__Task objective__. Give back each entry exactly as written, apart from the pictures.

__Data for processing__.
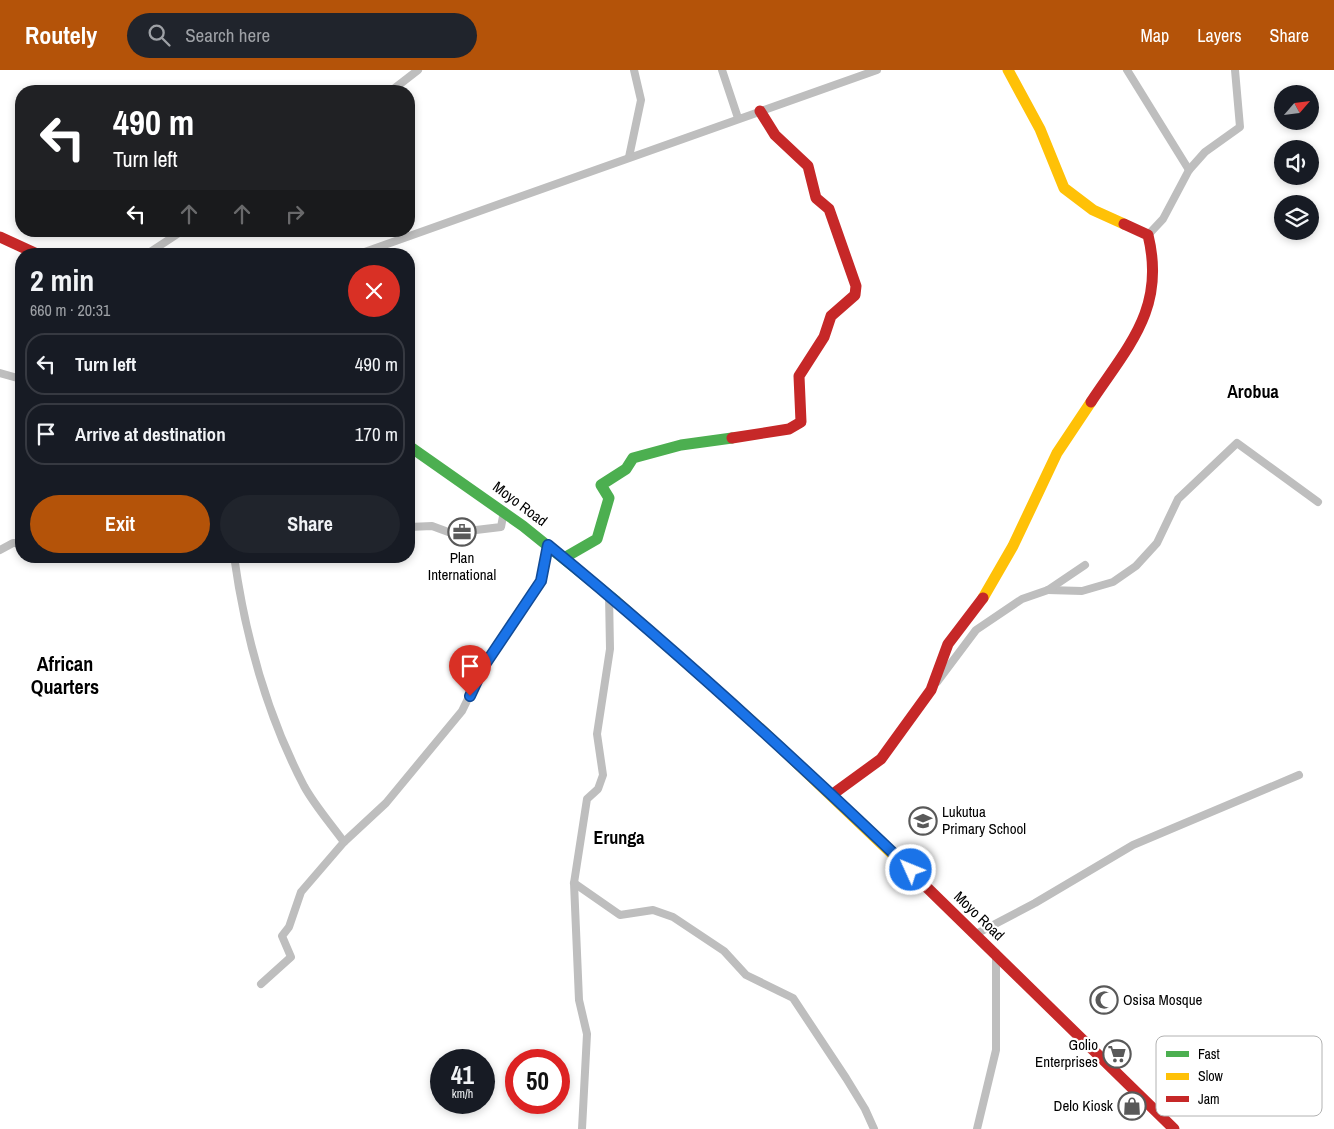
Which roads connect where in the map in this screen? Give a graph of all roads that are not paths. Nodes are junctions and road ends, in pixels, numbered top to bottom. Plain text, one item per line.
1 (418, 70) edge
2 (634, 70) edge
3 (722, 70) edge
4 (877, 70) edge
5 (1008, 70) edge
6 (1126, 70) edge
7 (1235, 70) edge
8 (399, 85) edge
9 (760, 111) junction
10 (738, 118) junction
11 (629, 157) junction
12 (1189, 170) junction
13 (415, 234) edge
14 (1148, 235) junction
15 (0, 237) edge
16 (173, 237) edge
17 (406, 237) edge
18 (24, 248) edge
19 (156, 248) edge
20 (376, 248) edge
21 (0, 374) edge
22 (15, 378) edge
23 (415, 450) edge
24 (1318, 502) dead end
25 (504, 511) junction
26 (415, 527) edge
27 (15, 543) edge
28 (548, 545) junction
29 (0, 550) edge
30 (564, 558) junction
31 (235, 563) edge
32 (1085, 565) dead end
33 (1048, 590) junction
34 (609, 594) junction
35 (931, 690) junction
36 (1299, 775) dead end
37 (833, 794) junction
38 (344, 842) junction
39 (574, 883) junction
40 (976, 934) junction
41 (996, 953) junction
42 (261, 984) dead end
43 (1156, 1111) edge
44 (1161, 1116) edge
45 (582, 1129) edge
46 (874, 1129) edge
47 (977, 1129) edge
48 (1174, 1129) edge

1 - 8 street
2 - 11 street
3 - 10 street
4 - 9 street
5 - 14 street
6 - 12 street
7 - 12 street
9 - 10 street
9 - 30 street
10 - 11 street
11 - 13 street
12 - 14 street
14 - 35 street
15 - 18 street
16 - 19 street
17 - 20 street
21 - 22 street
23 - 25 street, Moyo Road
24 - 33 street
25 - 26 street
25 - 28 street, Moyo Road
27 - 29 street
28 - 30 street, Moyo Road
28 - 38 street
30 - 34 street, Moyo Road
31 - 38 street
32 - 33 street
33 - 35 street
34 - 37 street, Moyo Road
34 - 39 street
35 - 37 street
36 - 40 street
37 - 40 street, Moyo Road
38 - 42 street
39 - 45 street
39 - 46 street
40 - 41 street, Moyo Road
41 - 43 street, Moyo Road
41 - 47 street
44 - 48 street, Moyo Road

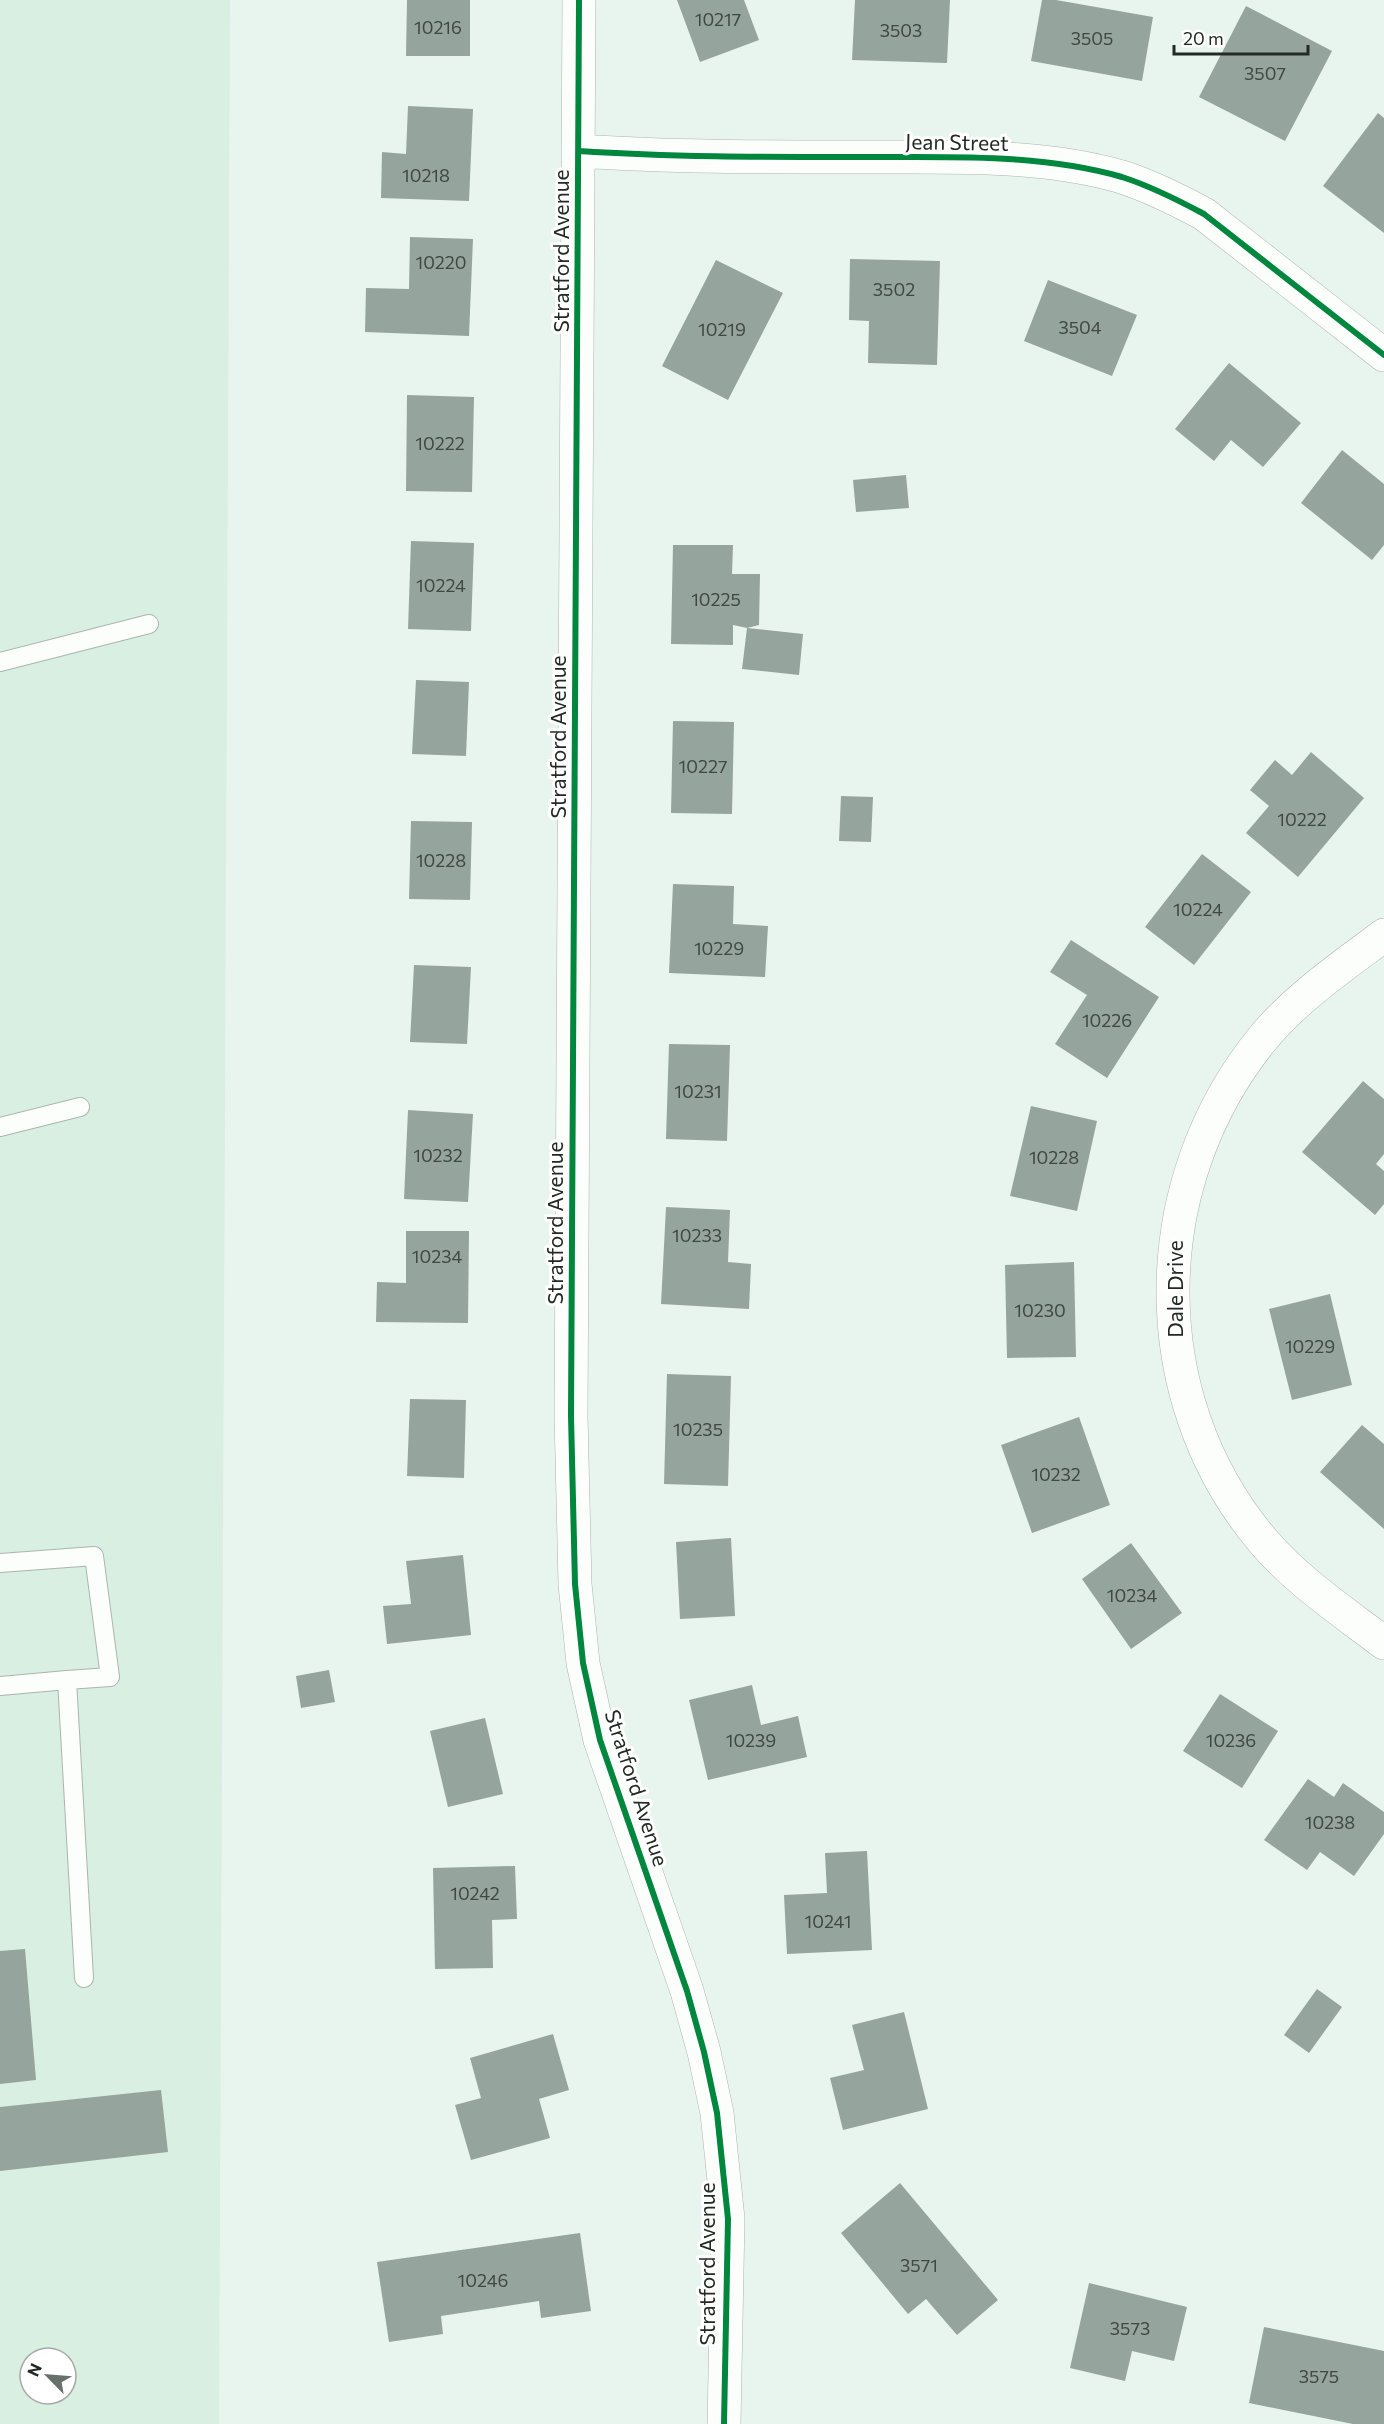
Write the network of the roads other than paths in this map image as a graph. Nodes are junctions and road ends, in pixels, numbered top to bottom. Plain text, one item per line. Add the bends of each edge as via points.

__Written solution__.
Which roads connect where in the map in this screen? Give a graph of all roads that are not paths. Nodes are junctions and road ends, in pixels, numbered top to bottom. Plain text, one item per line.
1 (418, 70) edge
2 (634, 70) edge
3 (722, 70) edge
4 (877, 70) edge
5 (1008, 70) edge
6 (1126, 70) edge
7 (1235, 70) edge
8 (399, 85) edge
9 (760, 111) junction
10 (738, 118) junction
11 (629, 157) junction
12 (1189, 170) junction
13 (415, 234) edge
14 (1148, 235) junction
15 (0, 237) edge
16 (173, 237) edge
17 (406, 237) edge
18 (24, 248) edge
19 (156, 248) edge
20 (376, 248) edge
21 (0, 374) edge
22 (15, 378) edge
23 (415, 450) edge
24 (1318, 502) dead end
25 (504, 511) junction
26 (415, 527) edge
27 (15, 543) edge
28 (548, 545) junction
29 (0, 550) edge
30 (564, 558) junction
31 (235, 563) edge
32 (1085, 565) dead end
33 (1048, 590) junction
34 (609, 594) junction
35 (931, 690) junction
36 (1299, 775) dead end
37 (833, 794) junction
38 (344, 842) junction
39 (574, 883) junction
40 (976, 934) junction
41 (996, 953) junction
42 (261, 984) dead end
43 (1156, 1111) edge
44 (1161, 1116) edge
45 (582, 1129) edge
46 (874, 1129) edge
47 (977, 1129) edge
48 (1174, 1129) edge

1 - 8 street
2 - 11 street
3 - 10 street
4 - 9 street
5 - 14 street
6 - 12 street
7 - 12 street
9 - 10 street
9 - 30 street
10 - 11 street
11 - 13 street
12 - 14 street
14 - 35 street
15 - 18 street
16 - 19 street
17 - 20 street
21 - 22 street
23 - 25 street, Moyo Road
24 - 33 street
25 - 26 street
25 - 28 street, Moyo Road
27 - 29 street
28 - 30 street, Moyo Road
28 - 38 street
30 - 34 street, Moyo Road
31 - 38 street
32 - 33 street
33 - 35 street
34 - 37 street, Moyo Road
34 - 39 street
35 - 37 street
36 - 40 street
37 - 40 street, Moyo Road
38 - 42 street
39 - 45 street
39 - 46 street
40 - 41 street, Moyo Road
41 - 43 street, Moyo Road
41 - 47 street
44 - 48 street, Moyo Road

Write the network of the roads other than paths in this map image as a graph. Nodes are junctions and road ends, in pixels, numbered top to bottom. Plain text, one item per line. Add the bends of each edge as via points.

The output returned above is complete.